Skip any image you find and restate the rest of the data word for word.
BEGIN RECORDS FOR THIS EXERCISE
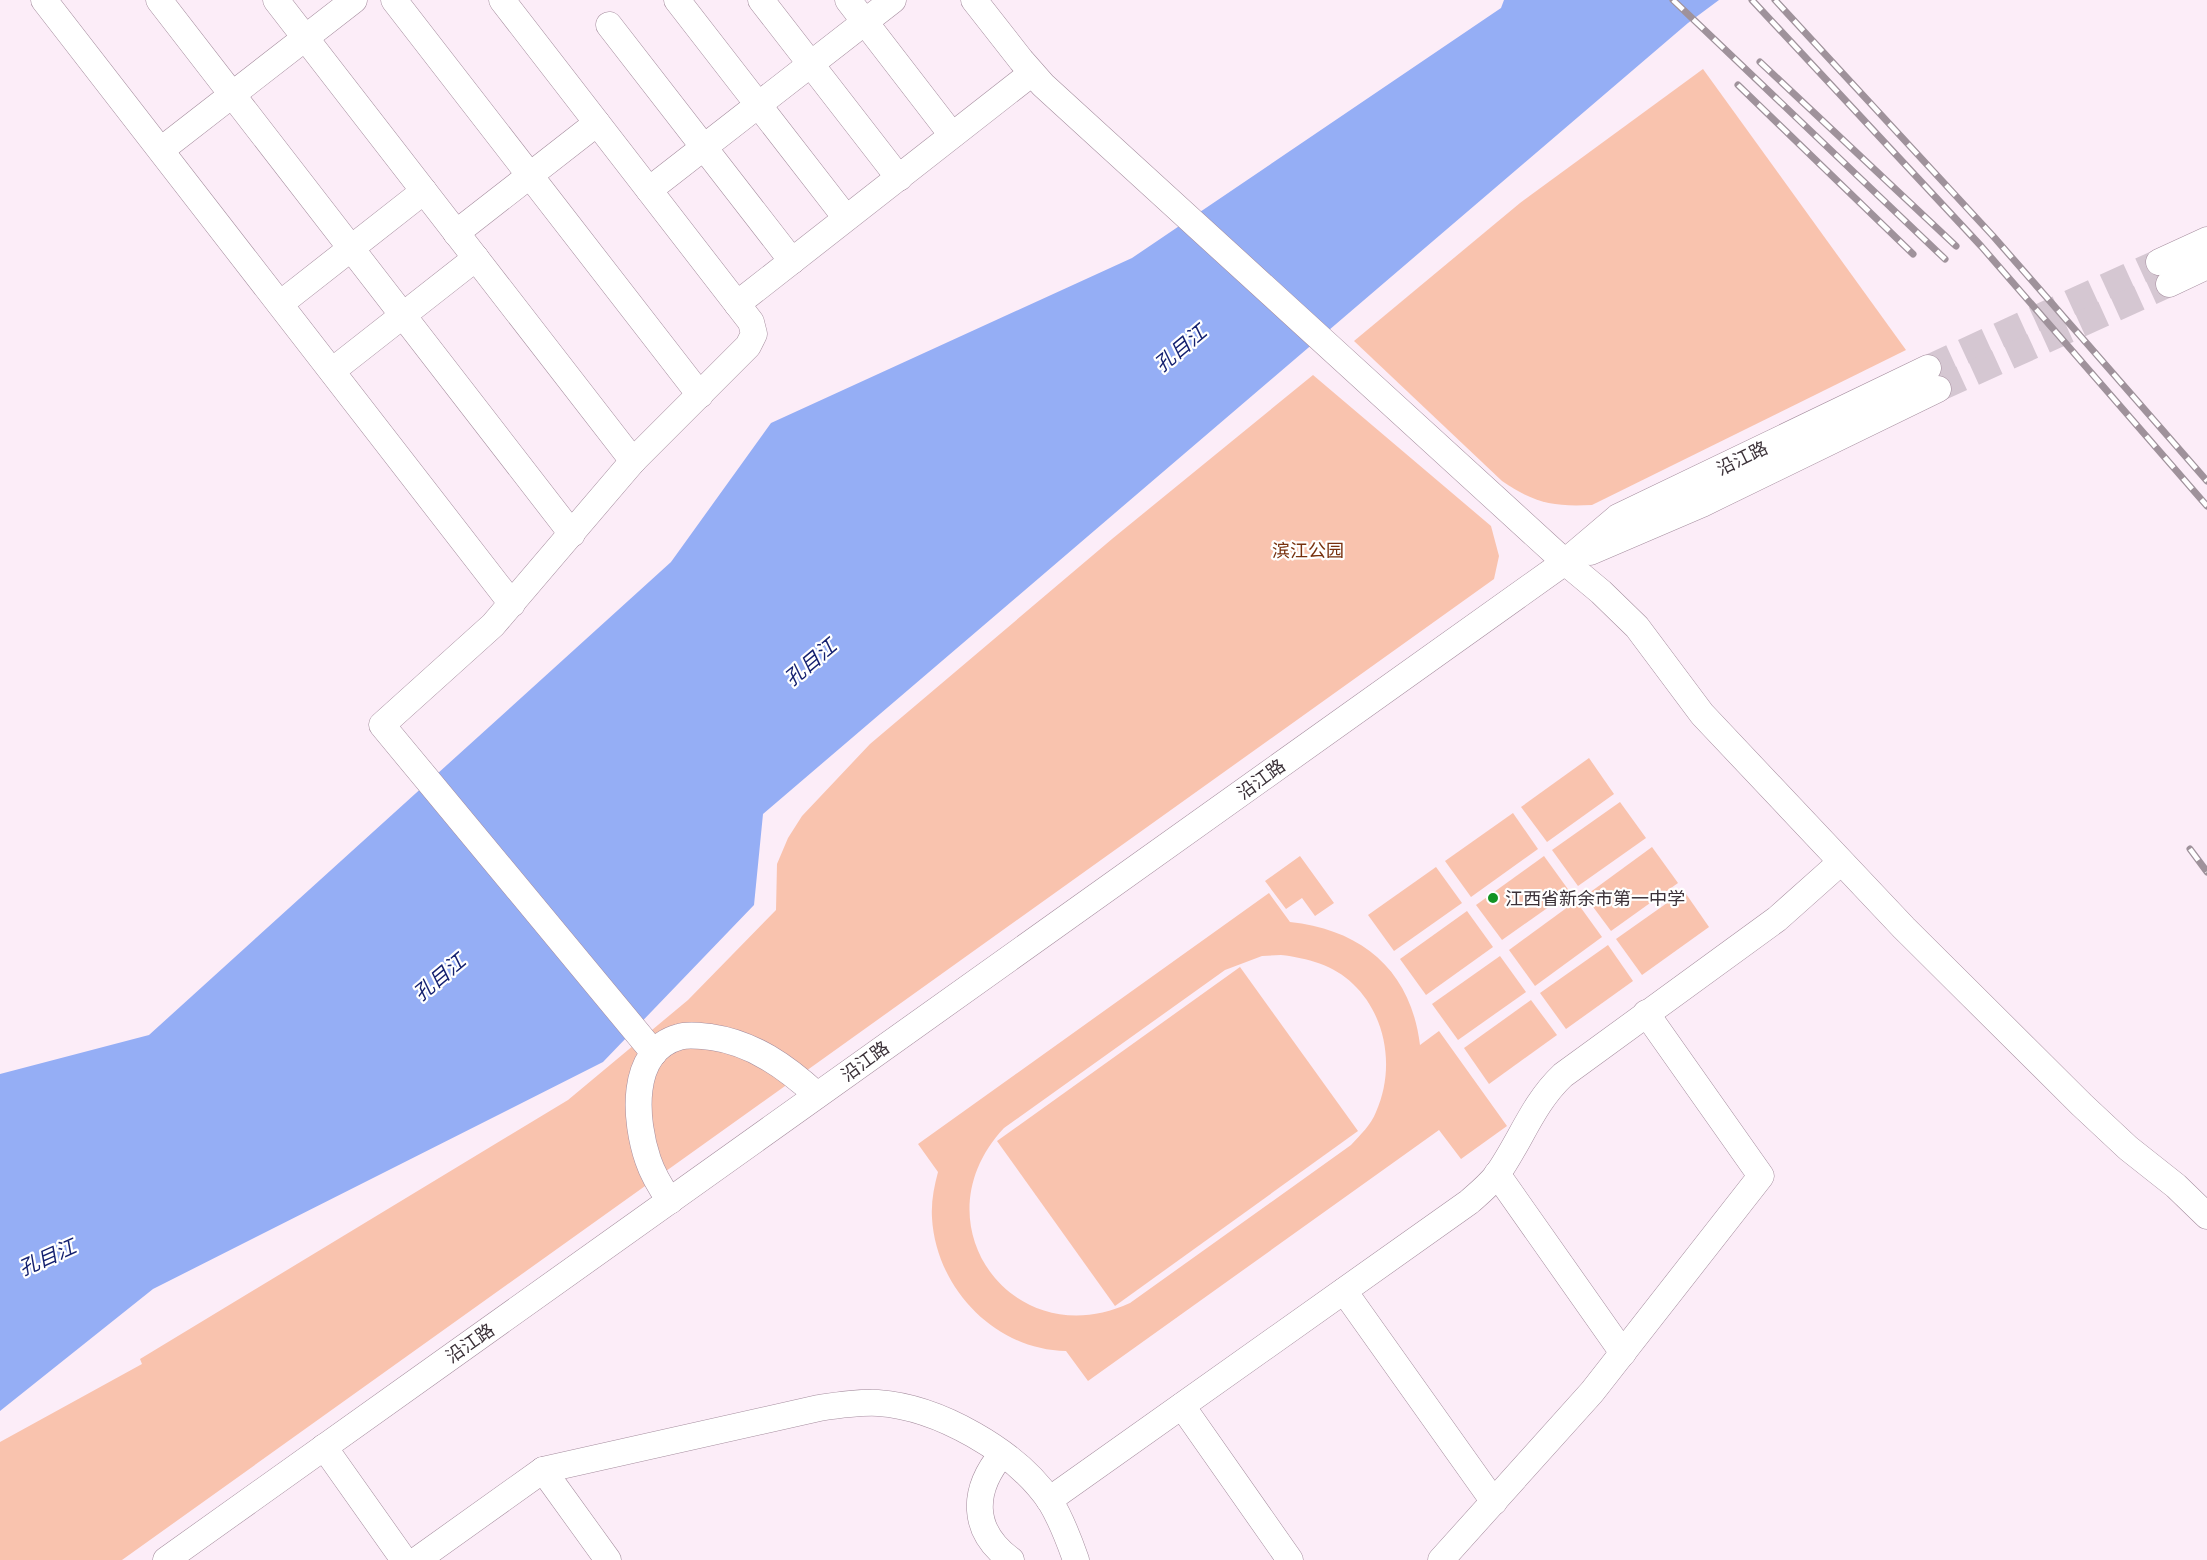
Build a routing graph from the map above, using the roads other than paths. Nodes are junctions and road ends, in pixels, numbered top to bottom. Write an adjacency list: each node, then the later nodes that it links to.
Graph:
1 (44, 0): 22 (street)
2 (159, 0): 17 (street)
3 (276, 0): 14 (street)
4 (354, 0): 14 (street)
5 (394, 0): 23 (street)
6 (502, 0): 19 (street)
7 (677, 0): 18 (street)
8 (761, 0): 15 (street)
9 (848, 0): 12 (street)
10 (893, 0): 12 (street)
11 (974, 0): 16 (street)
12 (865, 22): 15 (street); 20 (street)
13 (609, 24): 21 (street)
14 (305, 38): 17 (street); 26 (street)
15 (811, 64): 18 (street); 24 (street)
16 (1032, 73): 20 (street); 42 (street)
17 (232, 95): 22 (street); 30 (street)
18 (758, 105): 21 (street); 27 (street)
19 (597, 123): 23 (street); 25 (street)
20 (952, 135): 24 (street)
21 (704, 147): 25 (street); 32 (street)
22 (161, 150): 34 (street)
23 (530, 175): 28 (street); 39 (street)
24 (899, 177): 27 (street)
25 (649, 190): 35 (street)
26 (424, 191): 28 (street); 30 (street)
27 (846, 218): 32 (street)
28 (456, 232): 31 (street)
29 (2207, 240): 33 (street)
30 (351, 248): 34 (street); 36 (street)
31 (476, 258): 36 (street); 40 (street)
32 (792, 261): 35 (street)
33 (2207, 266)
34 (280, 304): 37 (street)
35 (737, 304): 39 (street)
36 (403, 316): 37 (street); 41 (street)
37 (332, 371): 43 (street)
38 (1933, 379): 42 (street, 沿江路)
39 (700, 395): 40 (street)
40 (633, 461): 41 (street)
41 (572, 534): 43 (street)
42 (1564, 562): 44 (street); 47 (street, 沿江路)
43 (512, 604): 46 (street)
44 (1841, 862): 45 (street); 50 (street)
45 (1646, 1013): 48 (street); 52 (street)
46 (655, 1040): 47 (street); 49 (street)
47 (817, 1095): 49 (street, 沿江路)
48 (1497, 1174): 51 (street); 52 (street)
49 (670, 1201): 54 (street, 沿江路)
50 (2207, 1216)
51 (1344, 1291): 53 (street); 58 (street)
52 (1623, 1353): 58 (street)
53 (1182, 1406): 57 (street); 65 (street)
54 (324, 1447): 59 (street, 沿江路); 60 (street)
55 (1002, 1454): 56 (street); 57 (street); 63 (street)
56 (543, 1470): 61 (street); 62 (street)
57 (1049, 1500): 64 (street)
58 (1494, 1502): 66 (street)
59 (166, 1560)
60 (404, 1560)
61 (417, 1560)
62 (608, 1560)
63 (1011, 1560)
64 (1076, 1560)
65 (1290, 1560)
66 (1441, 1560)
END RECORDS FOR THIS EXERCISE
YOUR RESPONSE |
Build a routing graph from the map above, using the roads other than paths. Nodes are junctions and road ends, in pixels, numbered top to bottom. Write an adjacency list: each node, then the later nodes that it links to.
Graph:
1 (44, 0): 22 (street)
2 (159, 0): 17 (street)
3 (276, 0): 14 (street)
4 (354, 0): 14 (street)
5 (394, 0): 23 (street)
6 (502, 0): 19 (street)
7 (677, 0): 18 (street)
8 (761, 0): 15 (street)
9 (848, 0): 12 (street)
10 (893, 0): 12 (street)
11 (974, 0): 16 (street)
12 (865, 22): 15 (street); 20 (street)
13 (609, 24): 21 (street)
14 (305, 38): 17 (street); 26 (street)
15 (811, 64): 18 (street); 24 (street)
16 (1032, 73): 20 (street); 42 (street)
17 (232, 95): 22 (street); 30 (street)
18 (758, 105): 21 (street); 27 (street)
19 (597, 123): 23 (street); 25 (street)
20 (952, 135): 24 (street)
21 (704, 147): 25 (street); 32 (street)
22 (161, 150): 34 (street)
23 (530, 175): 28 (street); 39 (street)
24 (899, 177): 27 (street)
25 (649, 190): 35 (street)
26 (424, 191): 28 (street); 30 (street)
27 (846, 218): 32 (street)
28 (456, 232): 31 (street)
29 (2207, 240): 33 (street)
30 (351, 248): 34 (street); 36 (street)
31 (476, 258): 36 (street); 40 (street)
32 (792, 261): 35 (street)
33 (2207, 266)
34 (280, 304): 37 (street)
35 (737, 304): 39 (street)
36 (403, 316): 37 (street); 41 (street)
37 (332, 371): 43 (street)
38 (1933, 379): 42 (street, 沿江路)
39 (700, 395): 40 (street)
40 (633, 461): 41 (street)
41 (572, 534): 43 (street)
42 (1564, 562): 44 (street); 47 (street, 沿江路)
43 (512, 604): 46 (street)
44 (1841, 862): 45 (street); 50 (street)
45 (1646, 1013): 48 (street); 52 (street)
46 (655, 1040): 47 (street); 49 (street)
47 (817, 1095): 49 (street, 沿江路)
48 (1497, 1174): 51 (street); 52 (street)
49 (670, 1201): 54 (street, 沿江路)
50 (2207, 1216)
51 (1344, 1291): 53 (street); 58 (street)
52 (1623, 1353): 58 (street)
53 (1182, 1406): 57 (street); 65 (street)
54 (324, 1447): 59 (street, 沿江路); 60 (street)
55 (1002, 1454): 56 (street); 57 (street); 63 (street)
56 (543, 1470): 61 (street); 62 (street)
57 (1049, 1500): 64 (street)
58 (1494, 1502): 66 (street)
59 (166, 1560)
60 (404, 1560)
61 (417, 1560)
62 (608, 1560)
63 (1011, 1560)
64 (1076, 1560)
65 (1290, 1560)
66 (1441, 1560)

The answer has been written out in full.